In Şimşek’s et al26 the most frequent intrathoracic lesions were pulmonary contusion and pneumothorax (53.7% each), while pneumothorax occurred in 51.9%. In contrast, in Perez’s report,18 the highest intrathoracic injury incidence was a pulmonary contusion (26.3%), followed by pneumothorax (23.6%), while haemothorax had an incidence of 11.9%.

Acute sternal trauma management should adhere to the guidelines set out in the ATLS.15 Identifying associated life-threatening injuries should be a priority to rule out damages such as cardiac tamponade (uncommon in closed chest trauma), tension pneumothorax, large haemothorax or other significant damages to the skull, abdomen and pelvis.
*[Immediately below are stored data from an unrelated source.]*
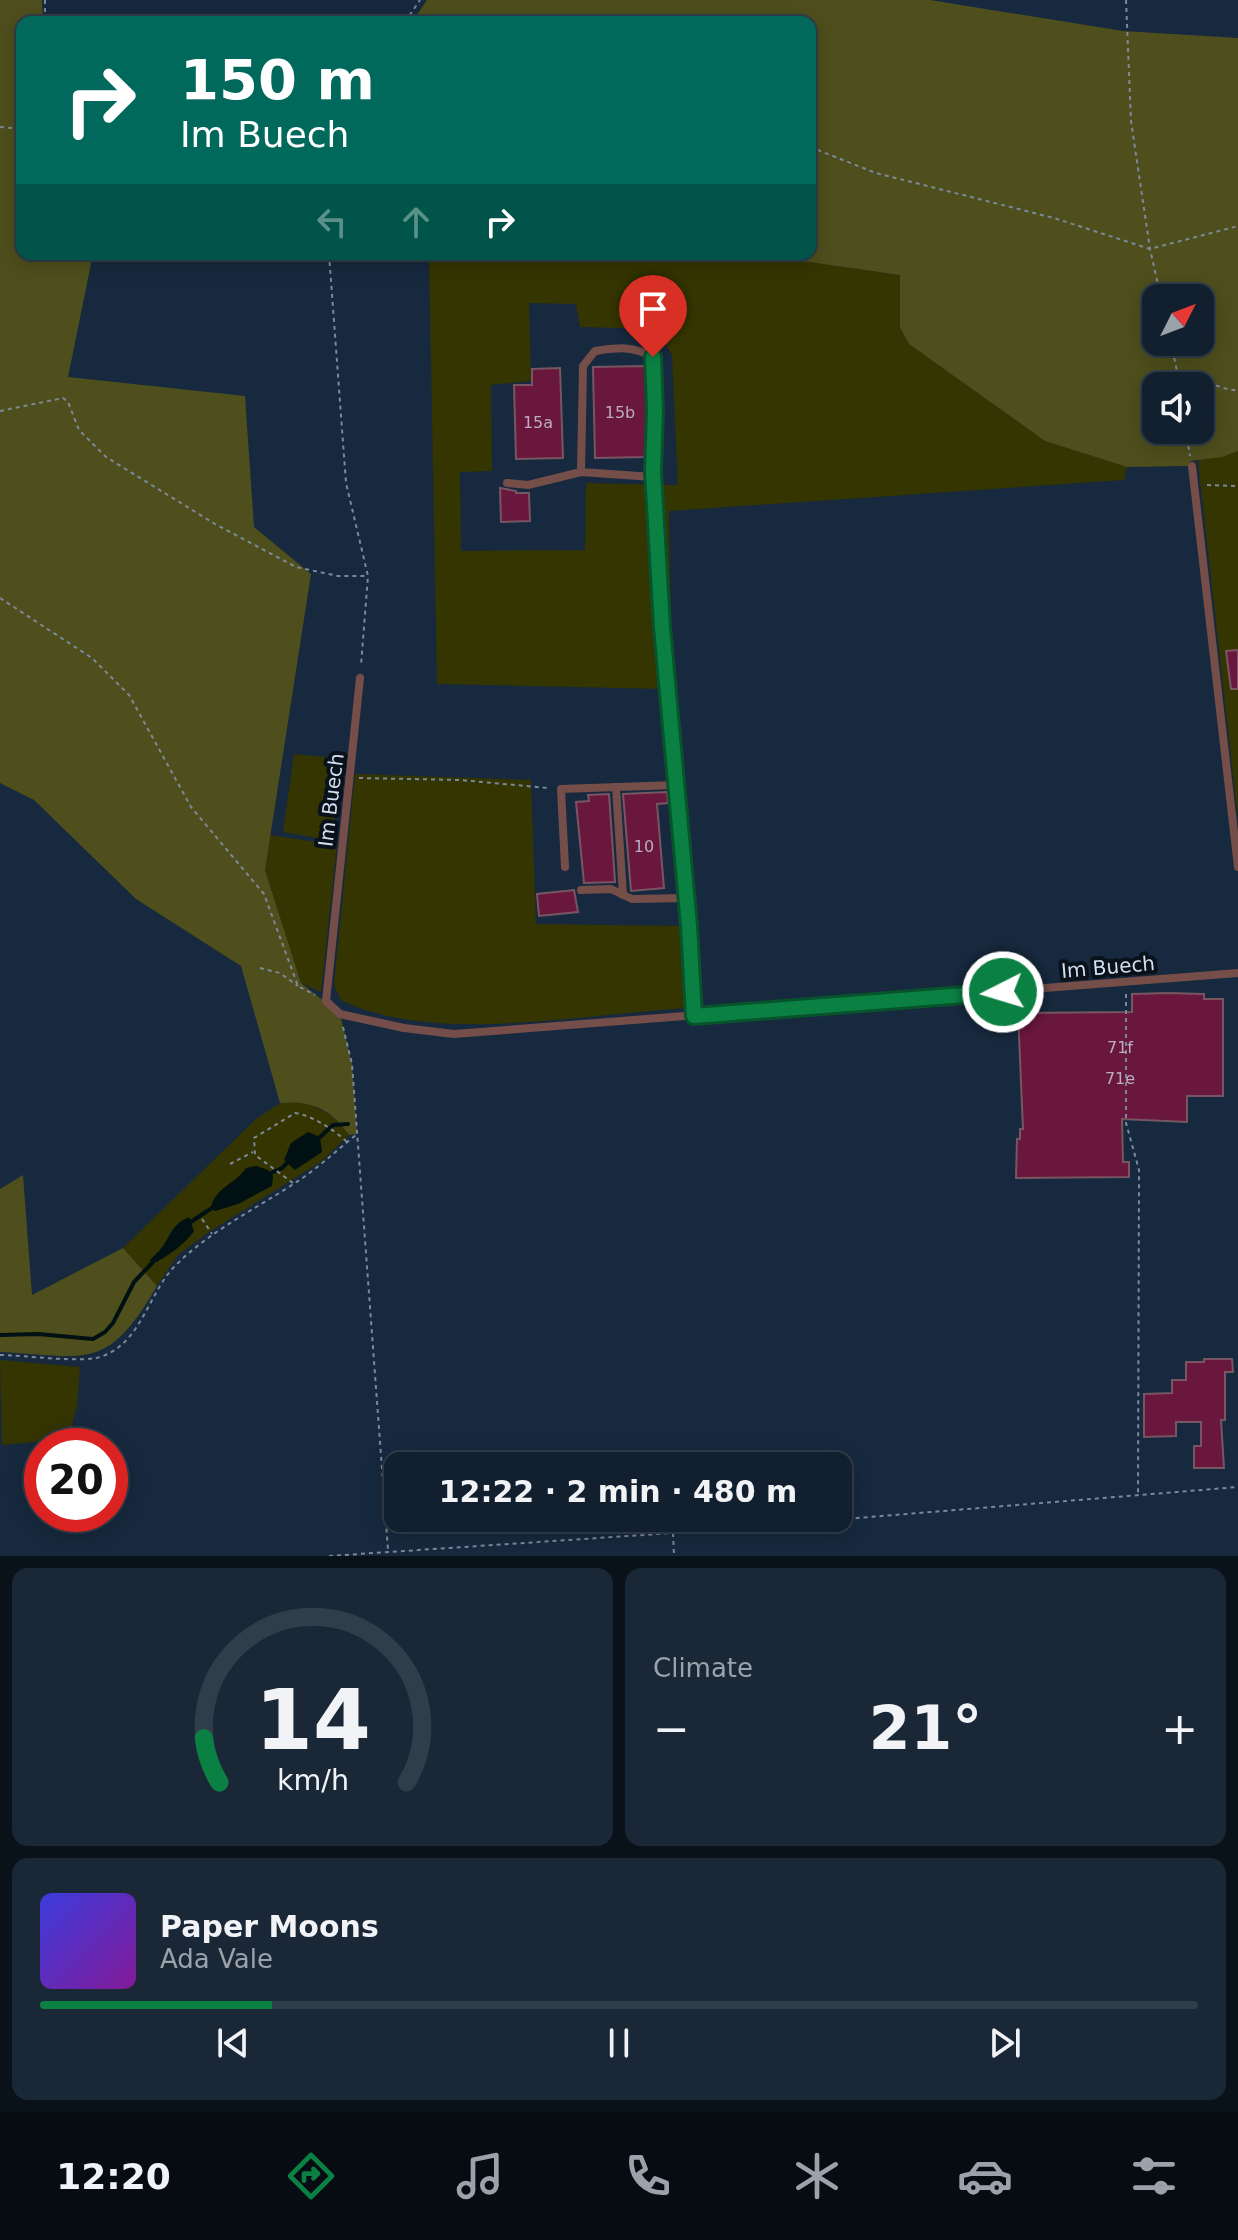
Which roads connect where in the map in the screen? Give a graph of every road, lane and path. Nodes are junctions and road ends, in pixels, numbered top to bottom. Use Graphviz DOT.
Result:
graph roads {
  1 [pos="1126,0"];
  2 [pos="816,149"];
  3 [pos="1238,226"];
  4 [pos="1150,249"];
  5 [pos="329,260"];
  6 [pos="1158,284"];
  7 [pos="1214,385"];
  8 [pos="1238,390"];
  9 [pos="0,411"];
  10 [pos="1188,444"];
  11 [pos="1192,466"];
  12 [pos="581,472"];
  13 [pos="653,477"];
  14 [pos="507,483"];
  15 [pos="1193,485"];
  16 [pos="1238,486"];
  17 [pos="368,576"];
  18 [pos="0,598"];
  19 [pos="360,678"];
  20 [pos="351,778"];
  21 [pos="676,785"];
  22 [pos="616,787"];
  23 [pos="561,789"];
  24 [pos="565,867"];
  25 [pos="1238,867"];
  26 [pos="581,890"];
  27 [pos="623,895"];
  28 [pos="686,898"];
  29 [pos="260,968"];
  30 [pos="1238,973"];
  31 [pos="1126,982"];
  32 [pos="298,986"];
  33 [pos="326,1001"];
  34 [pos="340,1014"];
  35 [pos="694,1016"];
  36 [pos="295,1108"];
  37 [pos="300,1114"];
  38 [pos="357,1134"];
  39 [pos="347,1142"];
  40 [pos="254,1152"];
  41 [pos="230,1164"];
  42 [pos="294,1184"];
  43 [pos="202,1219"];
  44 [pos="213,1235"];
  45 [pos="0,1355"];
  46 [pos="1238,1487"];
  47 [pos="1138,1495"];
  48 [pos="673,1533"];
  49 [pos="388,1551"];
  50 [pos="329,1556"];
  51 [pos="674,1556"];
  1 -- 4 [label="path"];
  2 -- 4 [label="path"];
  3 -- 4 [label="path"];
  4 -- 6 [label="path"];
  5 -- 17 [label="path"];
  7 -- 8 [label="path"];
  9 -- 17 [label="path"];
  10 -- 11 [label="path"];
  11 -- 15 [label="lane"];
  12 -- 13 [label="lane"];
  12 -- 13 [label="lane"];
  12 -- 14 [label="lane"];
  13 -- 21 [label="lane"];
  15 -- 16 [label="path"];
  15 -- 25 [label="lane"];
  17 -- 19 [label="path"];
  18 -- 32 [label="path"];
  19 -- 20 [label="lane, Im Buech"];
  20 -- 23 [label="path"];
  20 -- 33 [label="lane, Im Buech"];
  21 -- 22 [label="lane"];
  21 -- 28 [label="lane"];
  22 -- 23 [label="lane"];
  22 -- 27 [label="lane"];
  23 -- 24 [label="lane"];
  26 -- 27 [label="lane"];
  27 -- 28 [label="lane"];
  28 -- 35 [label="lane"];
  29 -- 32 [label="path"];
  30 -- 31 [label="lane, Im Buech"];
  31 -- 35 [label="lane, Im Buech"];
  31 -- 47 [label="path"];
  32 -- 33 [label="path"];
  33 -- 34 [label="lane"];
  34 -- 35 [label="lane, Im Buech"];
  34 -- 38 [label="path"];
  36 -- 37 [label="path"];
  37 -- 39 [label="path"];
  37 -- 40 [label="path"];
  38 -- 39 [label="path"];
  38 -- 49 [label="path"];
  39 -- 42 [label="path"];
  40 -- 41 [label="path"];
  40 -- 42 [label="path"];
  42 -- 44 [label="path"];
  43 -- 44 [label="path"];
  44 -- 45 [label="path"];
  46 -- 47 [label="path"];
  47 -- 48 [label="path"];
  48 -- 49 [label="path"];
  48 -- 51 [label="path"];
  49 -- 50 [label="path"];
}
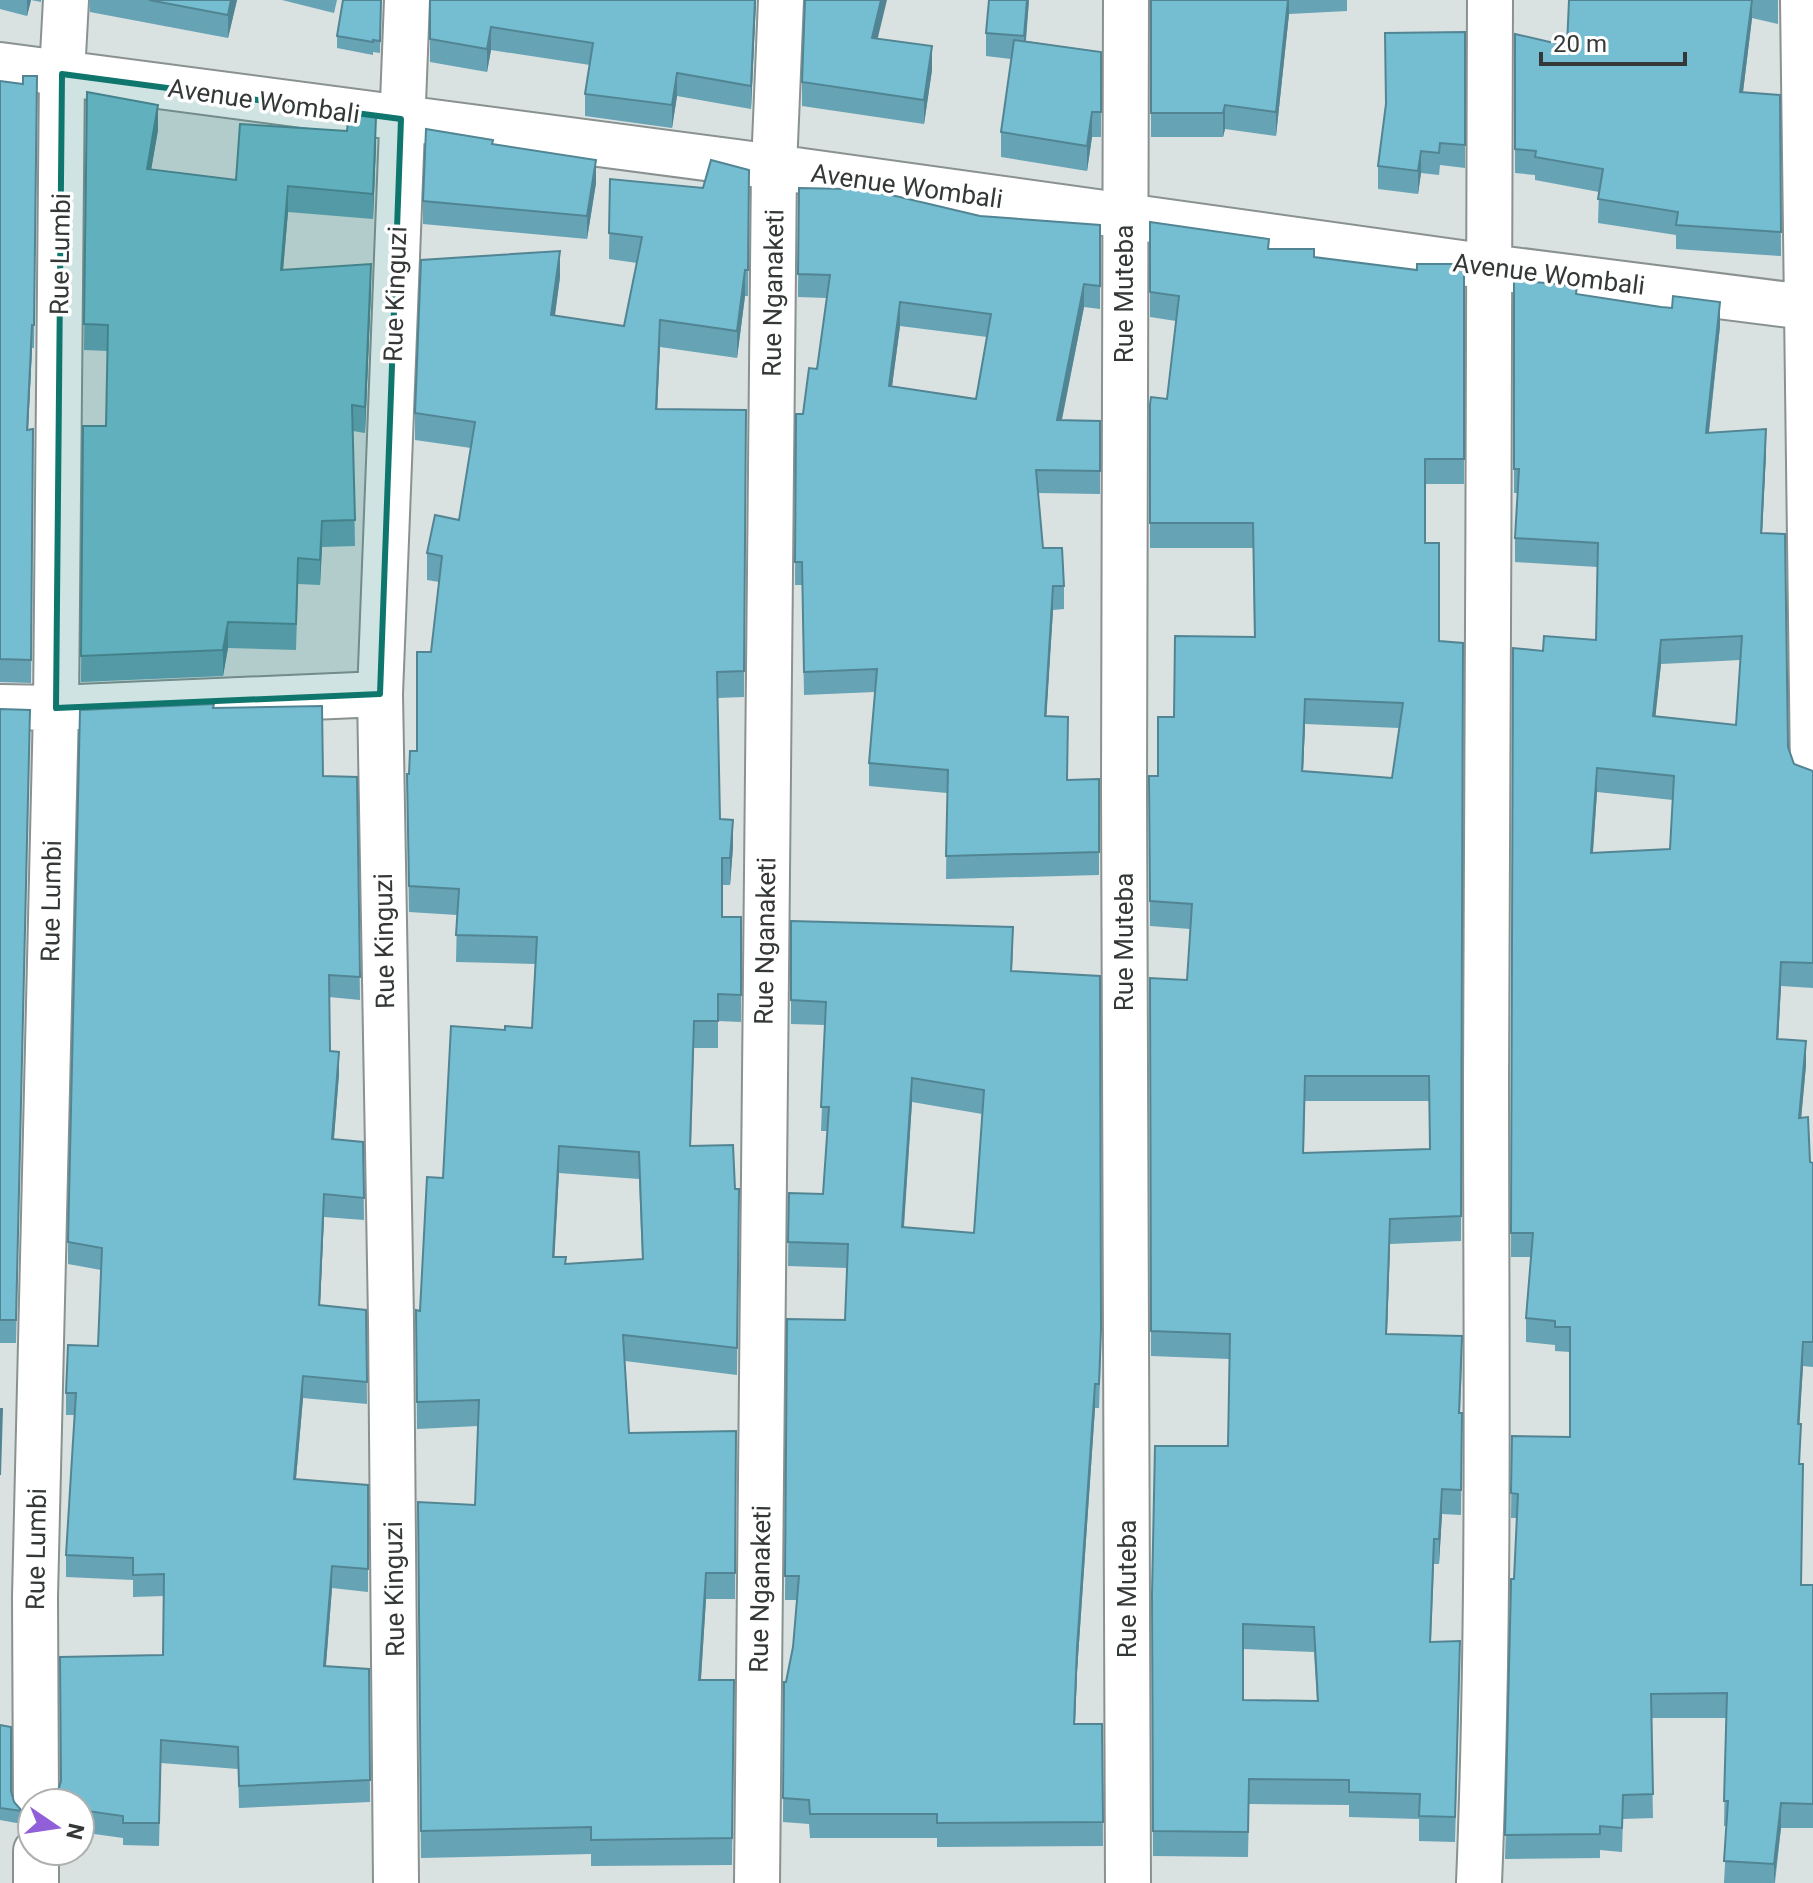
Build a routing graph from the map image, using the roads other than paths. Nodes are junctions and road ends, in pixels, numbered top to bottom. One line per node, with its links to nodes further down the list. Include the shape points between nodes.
1 (66, 0): 8 (street, Rue Lumbi)
2 (407, 0): 9 (street, Rue Kinguzi)
3 (781, 0): 10 (street, Rue Nganaketi)
4 (1126, 0): 11 (street, Rue Muteba)
5 (1490, 0): 12 (street)
6 (1803, 0): 13 (street)
7 (0, 65): 8 (street, Avenue Wombali)
8 (62, 74): 9 (street, Avenue Wombali); 16 (street, Rue Lumbi)
9 (401, 119): 10 (street, Avenue Wombali); 14 (street, Rue Kinguzi)
10 (774, 167): 11 (street, Avenue Wombali); 20 (street, Rue Nganaketi)
11 (1124, 217): 12 (street, Avenue Wombali); 21 (street, Rue Muteba)
12 (1490, 267): 13 (street, Avenue Wombali); 22 (street, via 1488,1572)
13 (1809, 308): 17 (street)
14 (380, 694): 16 (street); 19 (street, Rue Kinguzi)
15 (0, 707): 16 (street)
16 (56, 708): 18 (street, Rue Lumbi, via 35,1582)
17 (1813, 771)
18 (36, 1787)
19 (396, 1883)
20 (757, 1883)
21 (1128, 1883)
22 (1479, 1883)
SFs surgical treatment is infrequent, and its initial choice is controversial; conservative management is generally chosen.11,18,31,32 Regardless, surgical treatment should be used in intractable pain cases, altered ventilatory mechanics, and poor bony alignment to optimise rehabilitation due to rachimedullary trauma.18,33

McKim made the first sternal fracture fixation description. Over time, various materials for fixation have appeared, but the most widely accepted technique is plate osteosynthesis using titanium plates and screws.19 However, Harston et al,34 in his meta-analysis, where he analysed 52 individuals who underwent fixation with plates and 24 with wire, showed healing in all cases regardless of the technique used.

CONCLUSION

Although various authors advocate X-rays as an effective diagnostic means for sternal fractures, CT uncovers overlooked radiography abnormalities; therefore, CT must be considered in patients’ initial assessment. While most sternal fractures can be treated conservatively, surgery is feasible in displaced fractures.

PATIENT PERSPECTIVE

The patient confirms that he is pleased with the treatment and aftercare provided by the medical staff. He acknowledges that he was well-informed about his injury, its potential complications, and the surgical procedure he underwent. He feels content with his progress and has gradually resumed his daily routines.

ETHICAL RESPONSIBILITIES

Protection of People and Animals

The authors declare that no experimentation was performed on the patient, and therapeutic management was under our hospital standards.

Data Confidentiality

No data that could compromise the patient’s privacy is disclosed in this report.

RESEARCH QUALITY

The authors adhered to the EQUATOR Guidelines recommendations and specifically to CARE Guidelines for publishing Case Reports.

FINANCIAL SUPPORT AND SPONSORSHIP

The authors stated that no grants were involved in supporting this work.

ACKNOWLEDGEMENTS

We thank the radiologists and intensivists, the nurses and the operating theatre technical staff involved in the patient’s care.

CONSENT

The patient consented to use his medical history data in this report.

CONFLICTS OF INTEREST

No competing interests were disclosed.